Evidemment, avoir repris à domicile le travail de l’affineur constitue un choix qui dépasse le cadre professionnel, c’est aussi un choix de vie. Des heures de travail en plus pour la fabrication du fromage, sans parler d’efforts à consentir pour la commercialisation… La jeune femme se donne à fond dans ce job, et du coup fait passer une partie de sa vie privée au second plan. « J’ai tout de même un ami, dit-elle. Mais c’est vrai que nous n’avons pas prévu d’avoir d’enfants dans un avenir proche. Je ne vois pas comment je pourrais m’en tirer aujourd’hui en étant enceinte.

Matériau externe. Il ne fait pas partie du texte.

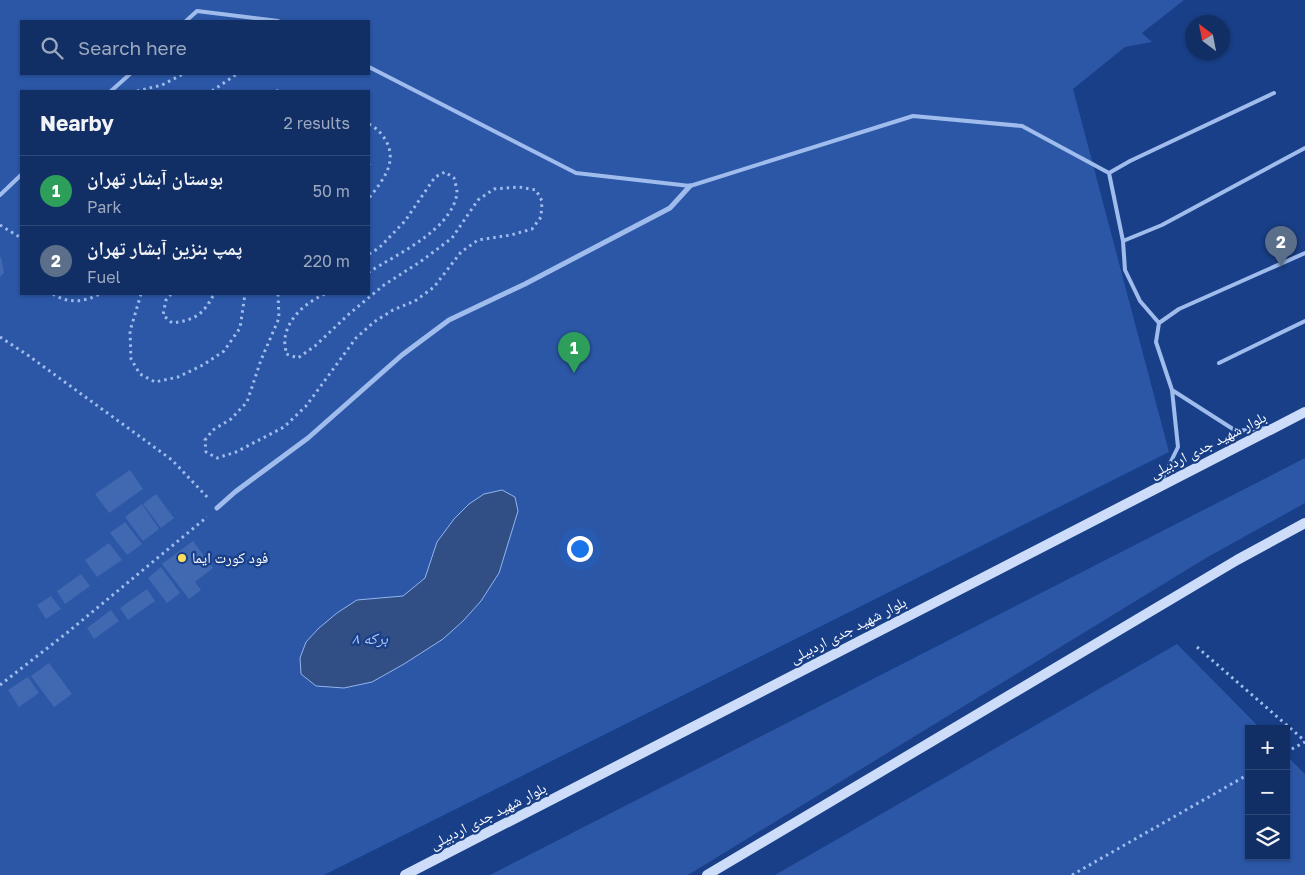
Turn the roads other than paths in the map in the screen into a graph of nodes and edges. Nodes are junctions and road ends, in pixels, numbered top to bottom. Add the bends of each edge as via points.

Alors ce sera pour plus tard…« 

Sa soeur unique s’intéresse à la coiffure (comme sa mère), son ami, bien que fils d’agriculteur, a d’autres pôles d’intérêt que la reprise d’une partie de l’exploitation du Gaec Salat… Du coup, il faut bien penser à l’avenir. « C’est vrai que mon père et mon oncle ont atteint l’âge de la retraite. Ils ne veulent pas en entendre parler aujourd’hui. Mais le jour arrivera. Il faudrait que je trouve quelqu’un avec qui m’associer, avec qui je serais en confiance…« 

En attendant, les amateurs de fromages ayant un réel goût de terroir, eux, se régalent. Mais connaissent-ils tous les sacrifices (même si ce mot n’est jamais utilisé par Charlotte Salat) cachés derrière la pâte jaune et ferme qu’ils dégustent avec appétit ?

 

En savoir plus : https://www.facebook.com/Gaec-salat-salers-traites-755198654542292 (page Facebook tenue par Charlotte Salat qui montre son élevage et ses fromages, avec de magnifiques photos !) ; https://wikiagri.fr/articles/il-etait-une-fois-une-agricultrice-aux-cheveux-couleur-salers/1025 (le portrait d’une autre femme impliquée dans la salers traite, avec certaines problématiques voisines même si elle ne transforme pas son lait en fromage, Patricia Freyssac) ; http://www.alain-ducasse.com/fr/restaurant/alain-ducasse-au-plaza-ath%C3%A9n%C3%A9e (le célèbre restaurant du Plaza Athénée, tenu par le chef Alain Ducasse, à Paris) ; https://ugalait.wordpress.com (site de Ugalait, fromager grossiste implanté à Rungis).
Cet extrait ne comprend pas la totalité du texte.